:: EXERCISE DESCRIPTION ::
With the pictures excluded, retype the records that follow exactly.

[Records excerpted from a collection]
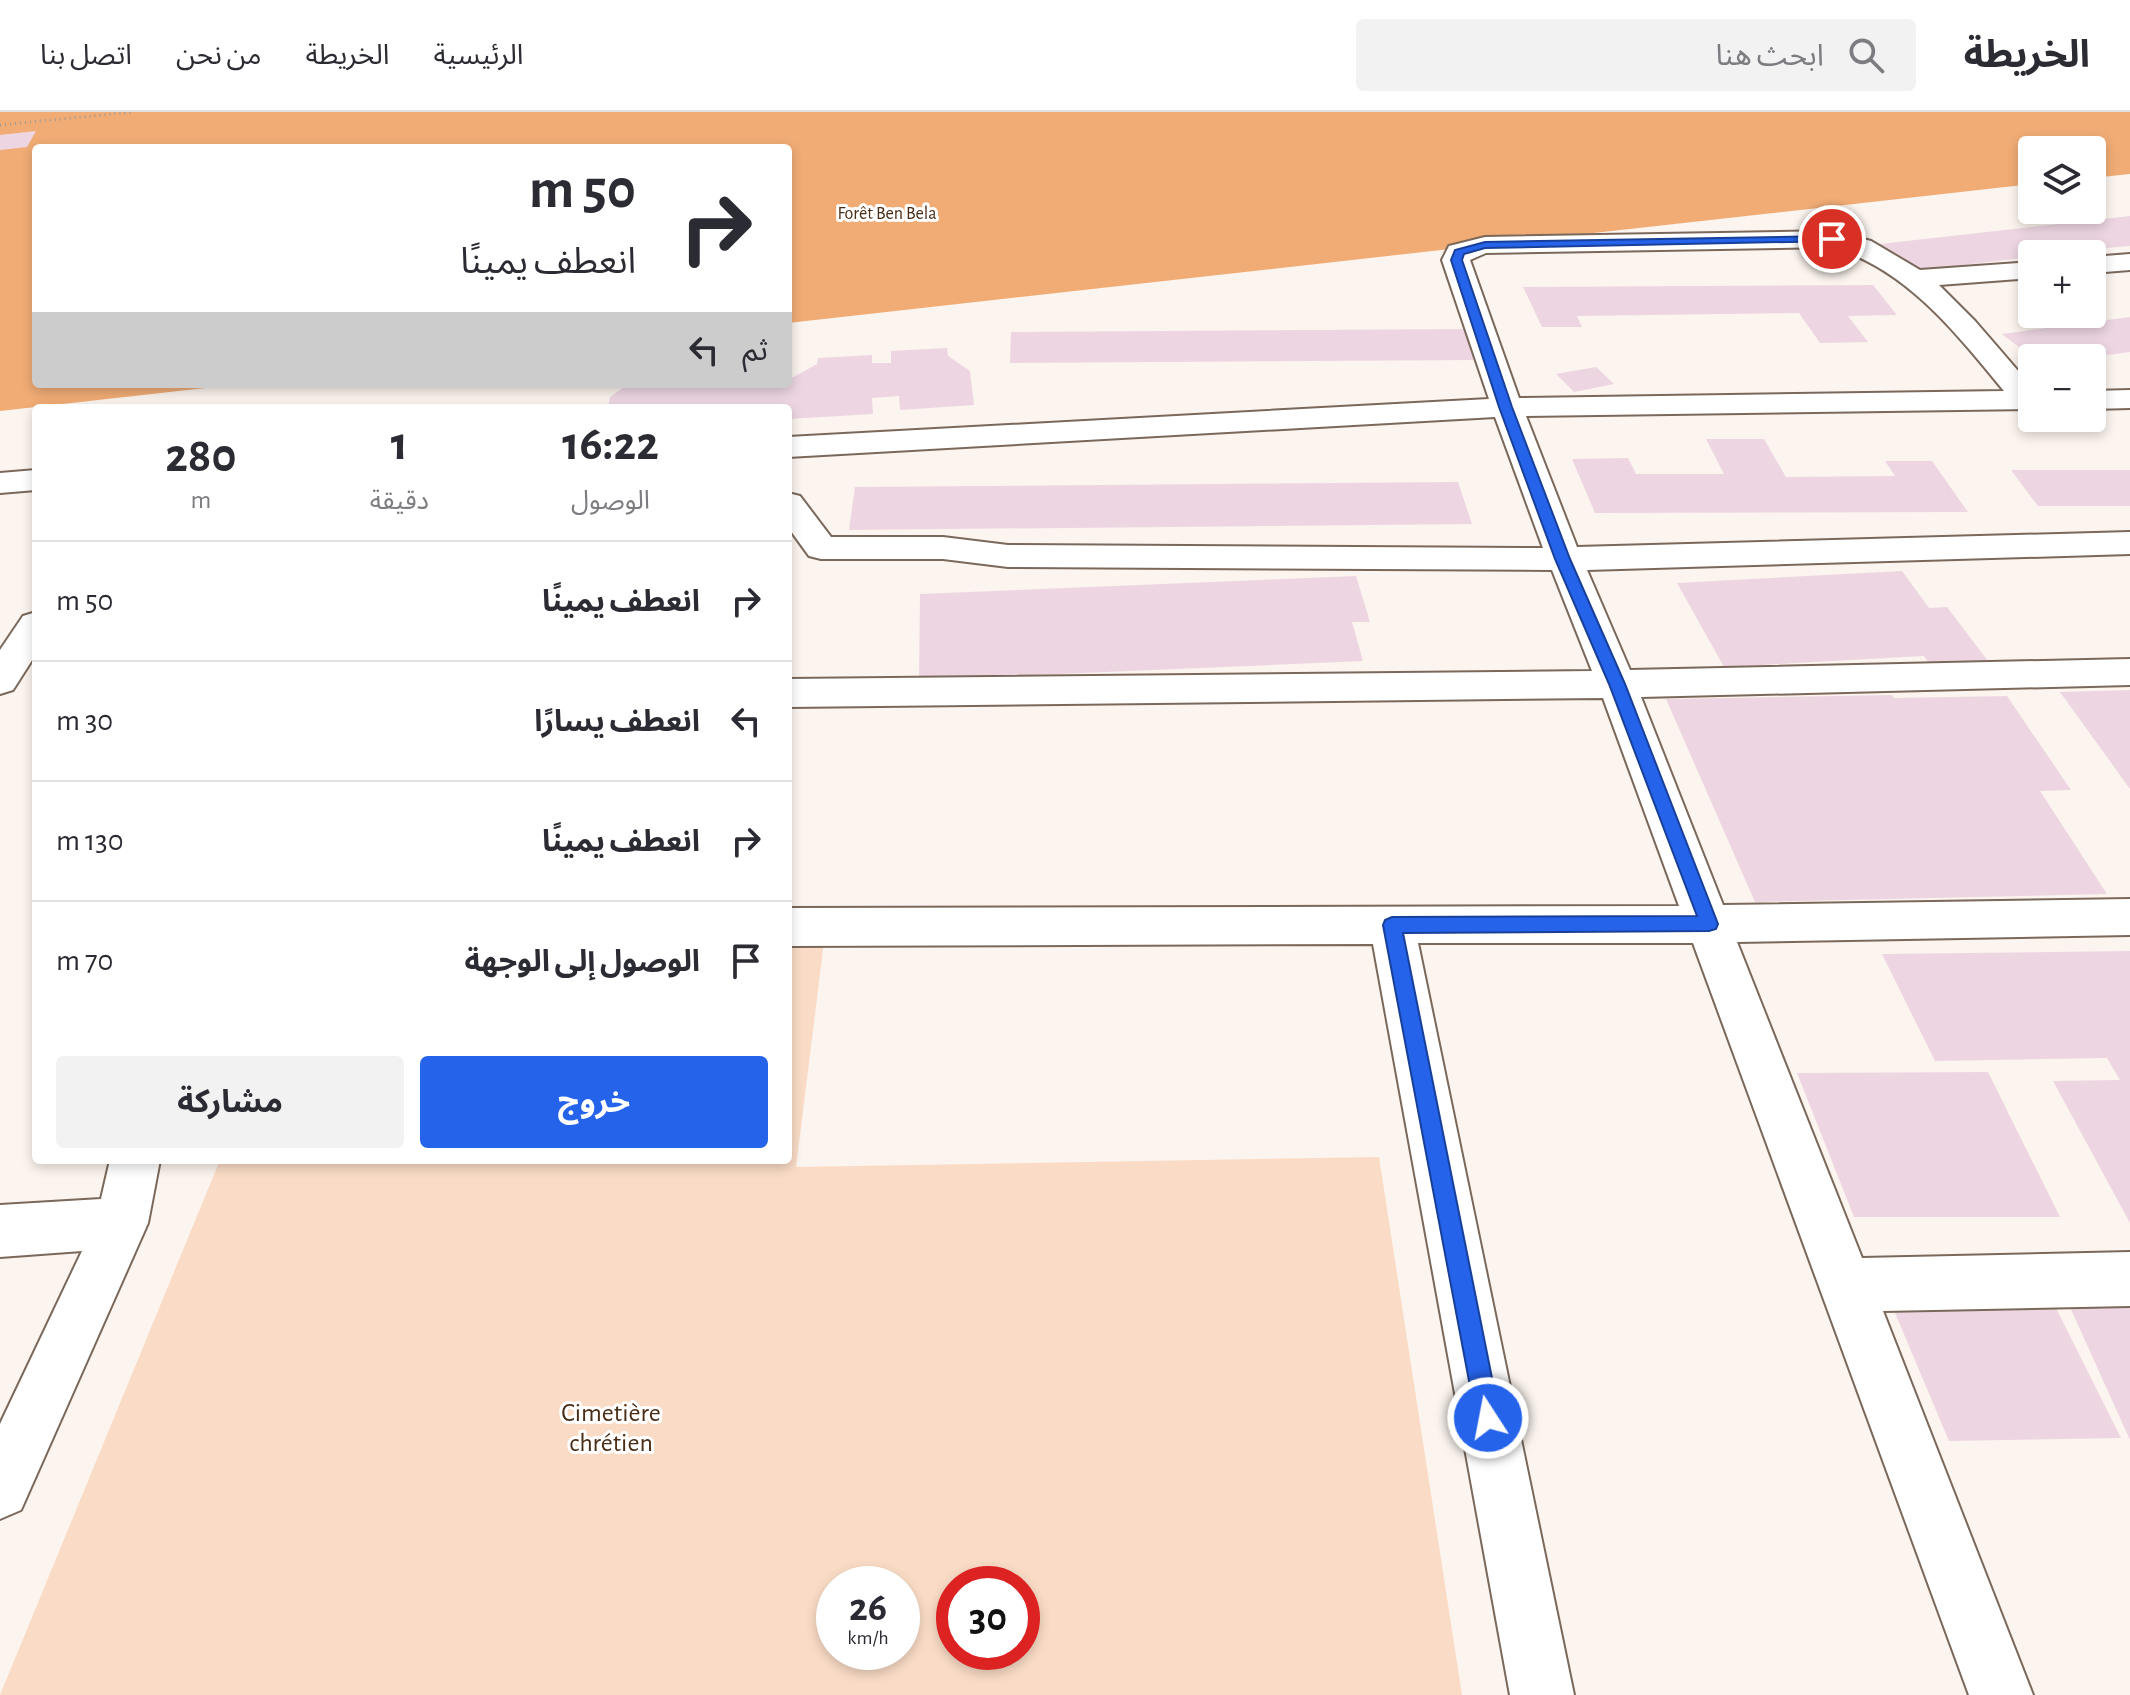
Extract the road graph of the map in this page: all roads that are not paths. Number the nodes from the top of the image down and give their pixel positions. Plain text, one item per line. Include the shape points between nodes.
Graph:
1 (2130, 262) edge
2 (2106, 264) edge
3 (2018, 271) edge
4 (1913, 279) junction
5 (2018, 387) edge
6 (2130, 399) edge
7 (2018, 400) edge
8 (2106, 400) edge
9 (1505, 407) junction
10 (792, 447) edge
11 (32, 480) edge
12 (0, 483) edge
13 (792, 508) edge
14 (2130, 543) edge
15 (1562, 559) junction
16 (32, 631) edge
17 (2130, 672) edge
18 (0, 680) edge
19 (1617, 684) junction
20 (792, 693) edge
21 (2130, 917) edge
22 (1709, 924) junction
23 (1392, 925) junction
24 (792, 927) edge
25 (134, 1164) edge
26 (122, 1223) junction
27 (0, 1231) edge
28 (2130, 1279) edge
29 (1843, 1285) junction
30 (0, 1489) edge
31 (1542, 1695) edge
32 (2001, 1695) edge

1 - 2 street
3 - 4 street
4 - 5 street
4 - 9 street via 1868,248 1832,239 1469,247 1456,260
6 - 8 street
7 - 9 street
9 - 10 street
9 - 15 street
11 - 12 street
13 - 15 street via 821,548 943,548 1008,556
14 - 15 street
15 - 19 street
16 - 18 street
17 - 19 street
19 - 20 street
19 - 22 street
21 - 22 street
22 - 23 street
22 - 29 street
23 - 24 street
23 - 31 street
25 - 26 street
26 - 27 street
26 - 30 street
28 - 29 street
29 - 32 street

:: TASK ANSWER ::
Extract the road graph of the map in this page: all roads that are not paths. Number the nodes from the top of the image down and give their pixel positions. Plain text, one item per line. Include the shape points between nodes.
Graph:
1 (2130, 262) edge
2 (2106, 264) edge
3 (2018, 271) edge
4 (1913, 279) junction
5 (2018, 387) edge
6 (2130, 399) edge
7 (2018, 400) edge
8 (2106, 400) edge
9 (1505, 407) junction
10 (792, 447) edge
11 (32, 480) edge
12 (0, 483) edge
13 (792, 508) edge
14 (2130, 543) edge
15 (1562, 559) junction
16 (32, 631) edge
17 (2130, 672) edge
18 (0, 680) edge
19 (1617, 684) junction
20 (792, 693) edge
21 (2130, 917) edge
22 (1709, 924) junction
23 (1392, 925) junction
24 (792, 927) edge
25 (134, 1164) edge
26 (122, 1223) junction
27 (0, 1231) edge
28 (2130, 1279) edge
29 (1843, 1285) junction
30 (0, 1489) edge
31 (1542, 1695) edge
32 (2001, 1695) edge

1 - 2 street
3 - 4 street
4 - 5 street
4 - 9 street via 1868,248 1832,239 1469,247 1456,260
6 - 8 street
7 - 9 street
9 - 10 street
9 - 15 street
11 - 12 street
13 - 15 street via 821,548 943,548 1008,556
14 - 15 street
15 - 19 street
16 - 18 street
17 - 19 street
19 - 20 street
19 - 22 street
21 - 22 street
22 - 23 street
22 - 29 street
23 - 24 street
23 - 31 street
25 - 26 street
26 - 27 street
26 - 30 street
28 - 29 street
29 - 32 street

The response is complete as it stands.